A la derecha, el aljibe y la balsa. La balsa
era como su propio nombre indica, un estanque de agua almacenada, no potable,
cuyo fin era el regadío de las tierras. Se llenaba una vez al año, mas o menos
entre finales de junio o Julio, coincidiendo con el fin del curso escolar. Recién
llenada, sus aguas eras mas o menos limpias, con un color verdoso, y permitían
ver el fondo del suelo, de cemento, sobre el que solo los más altos hacían pie.
La balsa era la piscina privada del Cortijo. Allí nos bañábamos un día sí y
otro también. Y servía adicionalmente de lugar de aseo, pues nos duchábamos con
jabón y champú.
Igualmente, buceábamos sobre todo hasta que,
transcurridas las semanas, su color verdoso daba paso al verde botella, y su
Fauna particular convertía aquella piscina natural del comienzo del verano en
un fangoso estanque donde los renacuajos se convertían en sapos y las
culebrillas en verdaderas serpientes marinas, o al menos así lo creíamos. Y hacíamos
carreras, una de ellas terminó con la entrega de premios en la Cruz Roja de Almería,
con mi mano izquierda reventada del golpe que me llevé con el borde. Fue como
un combate de boxeo, y yo me llevé todos los puntos…

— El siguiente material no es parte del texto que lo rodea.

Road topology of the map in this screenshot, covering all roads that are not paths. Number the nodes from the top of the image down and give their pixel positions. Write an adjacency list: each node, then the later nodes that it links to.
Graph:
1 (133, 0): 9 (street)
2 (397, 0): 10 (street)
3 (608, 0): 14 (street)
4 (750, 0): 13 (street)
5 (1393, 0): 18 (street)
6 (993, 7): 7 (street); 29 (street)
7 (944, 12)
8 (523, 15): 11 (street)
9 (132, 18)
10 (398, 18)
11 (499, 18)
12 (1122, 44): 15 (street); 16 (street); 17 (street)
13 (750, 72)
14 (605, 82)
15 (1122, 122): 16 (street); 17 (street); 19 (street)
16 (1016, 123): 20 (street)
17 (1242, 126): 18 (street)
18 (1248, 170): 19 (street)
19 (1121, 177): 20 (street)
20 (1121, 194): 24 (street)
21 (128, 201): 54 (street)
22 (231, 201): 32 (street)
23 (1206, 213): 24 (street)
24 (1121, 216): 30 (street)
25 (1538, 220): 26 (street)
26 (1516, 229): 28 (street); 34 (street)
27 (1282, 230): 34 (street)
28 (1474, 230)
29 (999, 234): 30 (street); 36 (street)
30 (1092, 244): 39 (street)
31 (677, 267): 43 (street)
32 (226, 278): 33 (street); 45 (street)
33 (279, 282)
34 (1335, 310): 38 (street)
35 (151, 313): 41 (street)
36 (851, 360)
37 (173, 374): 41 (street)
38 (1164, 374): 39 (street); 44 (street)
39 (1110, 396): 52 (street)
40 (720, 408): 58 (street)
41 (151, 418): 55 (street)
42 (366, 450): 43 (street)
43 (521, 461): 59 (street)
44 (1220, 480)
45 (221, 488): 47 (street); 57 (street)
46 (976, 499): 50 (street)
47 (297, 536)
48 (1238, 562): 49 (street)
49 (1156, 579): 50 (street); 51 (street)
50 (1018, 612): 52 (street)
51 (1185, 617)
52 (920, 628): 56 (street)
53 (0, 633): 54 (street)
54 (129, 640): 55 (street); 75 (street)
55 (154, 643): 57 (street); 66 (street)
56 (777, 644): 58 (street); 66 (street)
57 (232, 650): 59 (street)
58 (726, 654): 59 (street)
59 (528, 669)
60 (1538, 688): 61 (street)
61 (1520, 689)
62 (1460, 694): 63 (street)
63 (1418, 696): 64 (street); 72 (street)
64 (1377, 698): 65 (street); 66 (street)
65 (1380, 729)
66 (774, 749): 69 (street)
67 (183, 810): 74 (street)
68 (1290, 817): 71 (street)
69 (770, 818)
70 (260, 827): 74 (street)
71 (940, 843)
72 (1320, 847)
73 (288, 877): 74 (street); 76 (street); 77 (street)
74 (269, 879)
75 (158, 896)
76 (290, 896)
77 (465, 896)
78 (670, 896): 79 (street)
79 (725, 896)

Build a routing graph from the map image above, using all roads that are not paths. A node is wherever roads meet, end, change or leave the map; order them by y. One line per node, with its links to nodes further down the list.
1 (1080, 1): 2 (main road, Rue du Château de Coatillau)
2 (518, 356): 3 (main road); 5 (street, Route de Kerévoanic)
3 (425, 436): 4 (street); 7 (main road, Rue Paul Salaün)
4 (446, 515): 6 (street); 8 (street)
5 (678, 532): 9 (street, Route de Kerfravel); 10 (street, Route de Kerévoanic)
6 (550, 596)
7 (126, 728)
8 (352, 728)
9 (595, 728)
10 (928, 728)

El aljibe molaba, sobre todo, como todo lo que
había en el Cortijo, porque yo no tenia en mi entorno urbano nada parecido.
Tener la oportunidad de sacar agua de un pozo, eso era único. Y esa agua sí era
potable. Aquel cubo de latón unido a una cuerda y el particular ruido cuando lo
echabas. Me enseñaron a calcular cuanta agua quedaba en función del ruido al
caer el cubo…Pura ingeniería artesanal.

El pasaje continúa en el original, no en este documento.